| | Mr. JMLR: "(psssst... try actually watching the video next time. It's not what you presume it to be.)"
I did try. I watched as much as I could stand. Just as the history of Rome was flawed in that other video, so, too, did this one, misstate the history of goldsmith banks and then conflate that with a swiping gloss past 200 years.
Based on your challenge now, I fastforwarded to the 20:47 mark and found the same thesis restated. The girl needs a hammer; Dad hands her a picture of a hammer. "That only works at the bank, Dad." Yes, it does, because money is an abstraction.
===> Edit: Ah! I got to the 33:00 mark and found LETS Local Exchange Trading Systems. Now, there's an idea that works! More would be nice... but... alas... back to the evils of banking.... Oh, well... Jeremy, if you have any experience with this, post to the Riegel topic. It would be greatly appreciated, at least by me.

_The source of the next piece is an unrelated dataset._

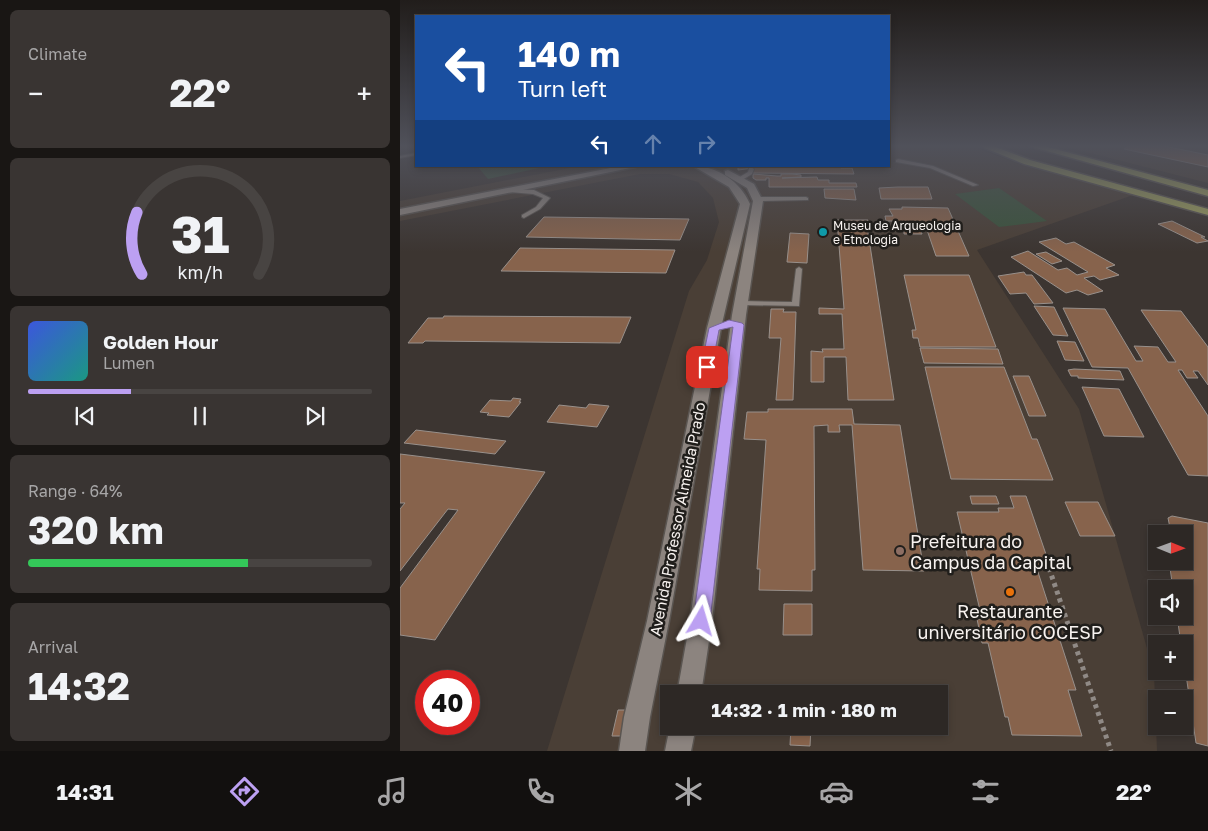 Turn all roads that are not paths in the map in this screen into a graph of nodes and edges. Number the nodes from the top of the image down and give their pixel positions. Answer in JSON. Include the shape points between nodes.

Here is an analogy. Imagine that it is 480 BC and we are Ionian Greeks. You are railing against coins as money. "Here," you say, "is a coin from Klazomenae showing a fish. But it is not a fish. You cannot eat the coin and you cannot even trade it for a fish because one whole fish -- which might have been worth this coin when it was struck -- now has a different price. Why? Because merchants in the marketplace conspire with tyrants in the assembly to pass off the fiction that silver is money. We know that fish, cows, grapes, geese, and ther other commodities can be traded in the agora. But unlike those things, silver coins are not really geese, grapes, etc."
What is really valuable to me is my time. It is limited. I went through this Bilderberger Money Conspiracy thirty years ago. Once is enough.
Your other posts on RoR show that you are literate and intelligent, and so on this issue, your continued research will bring you closer to the truth.